Privacy-Preserving and Efficient Multi-Keyword Search over Encrypted Data on Blockchain

2019 
Recent research has demonstrated searchable blockchains that not only provide reliable search over encrypted distributed storage systems but ensure privacy is preserved. Yet, current solutions focus on single-keyword search over encrypted data on the blockchain. To extend such approaches to multi-keyword scenarios, they essentially perform a single-keyword search for multiple times and take the intersection of the results. However, such extensions suffer from privacy and efficiency issues. In particular, the service peers, which process the search requests, will be aware of the intermediate results, which include the data associated with each of the encrypted keywords. Moreover, these multiple traversals incur long delays in performing the search requests one after another with an extra cost in calculating the intersection of multiple sets. Finally, the service peers will charge the data owner a lot for writing the vast intermediate results to the smart contract.

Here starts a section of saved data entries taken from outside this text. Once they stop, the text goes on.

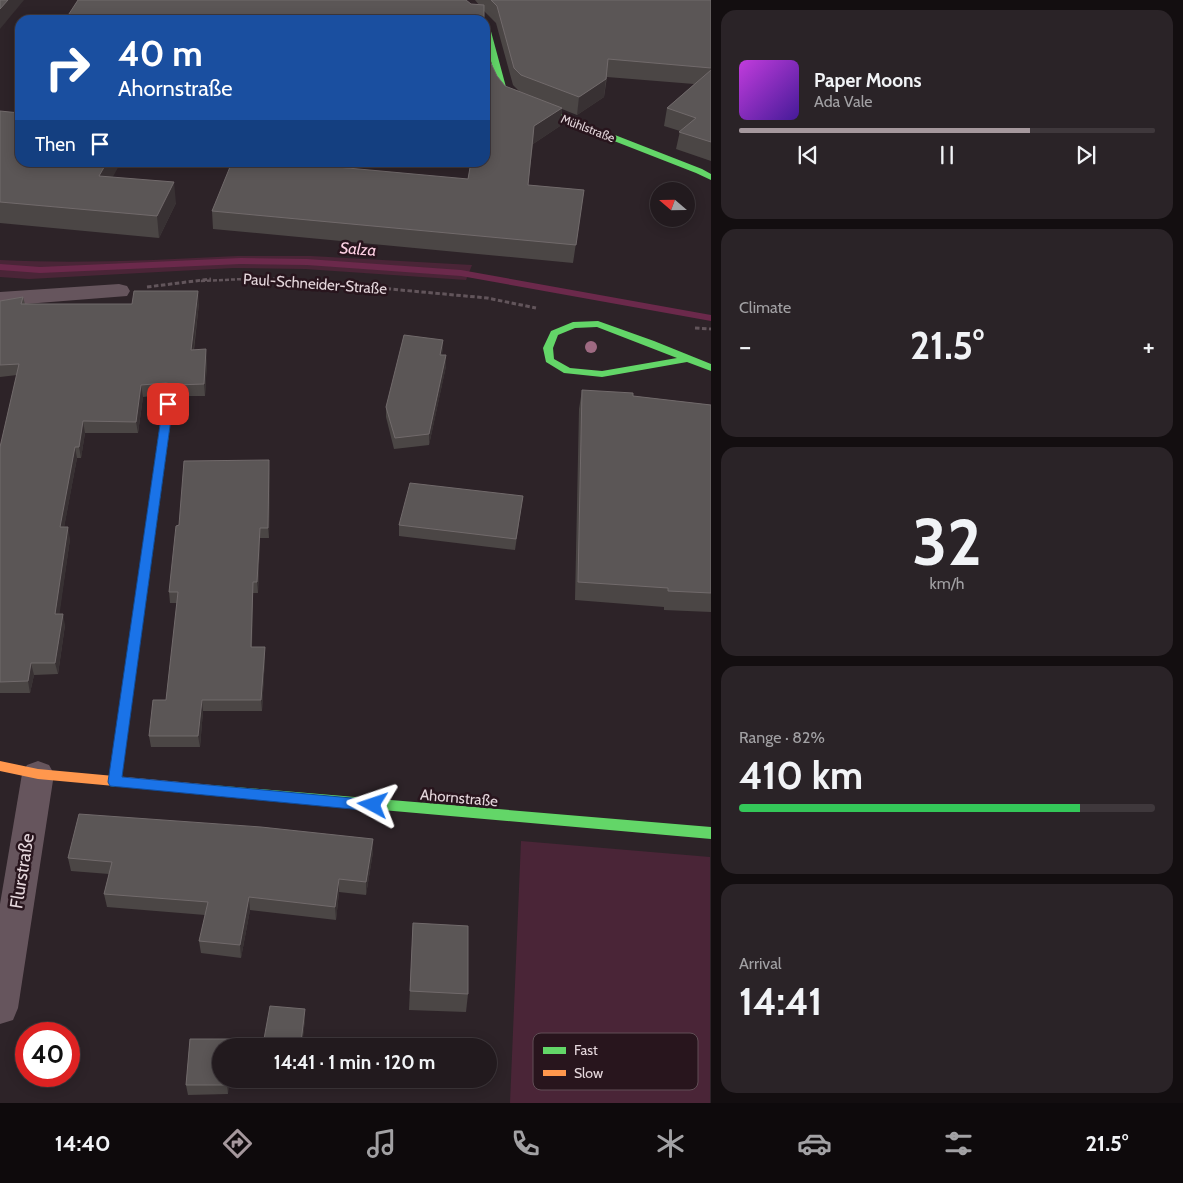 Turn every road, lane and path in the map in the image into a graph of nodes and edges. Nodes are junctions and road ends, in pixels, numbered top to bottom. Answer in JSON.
{"nodes":[{"id":1,"x":490,"y":50,"type":"edge"},
{"id":2,"x":710,"y":178,"type":"edge"},
{"id":3,"x":120,"y":290,"type":"joint"},
{"id":4,"x":0,"y":299,"type":"edge"},
{"id":5,"x":598,"y":324,"type":"junction"},
{"id":6,"x":686,"y":360,"type":"junction"},
{"id":7,"x":710,"y":368,"type":"edge"},
{"id":8,"x":168,"y":404,"type":"dead end"},
{"id":9,"x":0,"y":766,"type":"edge"},
{"id":10,"x":38,"y":774,"type":"junction"},
{"id":11,"x":115,"y":782,"type":"junction"},
{"id":12,"x":710,"y":833,"type":"edge"},
{"id":13,"x":0,"y":1008,"type":"edge"}],
"edges":[{"from":1,"to":2,"type":"street","name":"Mühlstraße"},
{"from":3,"to":4,"type":"street"},
{"from":3,"to":5,"type":"path","name":"Paul-Schneider-Straße"},
{"from":5,"to":6,"type":"street"},
{"from":5,"to":6,"type":"street"},
{"from":6,"to":7,"type":"street"},
{"from":8,"to":11,"type":"street"},
{"from":9,"to":10,"type":"street"},
{"from":10,"to":11,"type":"street","name":"Ahornstraße"},
{"from":10,"to":13,"type":"street","name":"Flurstraße"},
{"from":11,"to":12,"type":"street","name":"Ahornstraße"}]}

In this paper, we propose a bloom filter-enabled multi-keyword search protocol with enhanced efficiency as well as privacy preservation. In the protocol, a low-frequency keyword selected by a bloom filter will be used to filter the database when performing a multi-keyword search operation. Because the keyword is of low frequency, the majority of the data will be excluded from the result, which reduces the computational cost significantly. Moreover, we propose to use pseudorandom tags to facilitate completing each search operation in only one round. In this way, no intermediate results are generated, and the privacy is preserved. Finally, we implement the protocol in a local simulated blockchain network and conduct extensive experiments. The results indicate that our multi-keyword search protocol outperforms the traditional method with an average of 14.67% less time delay and 59.96% less financial cost.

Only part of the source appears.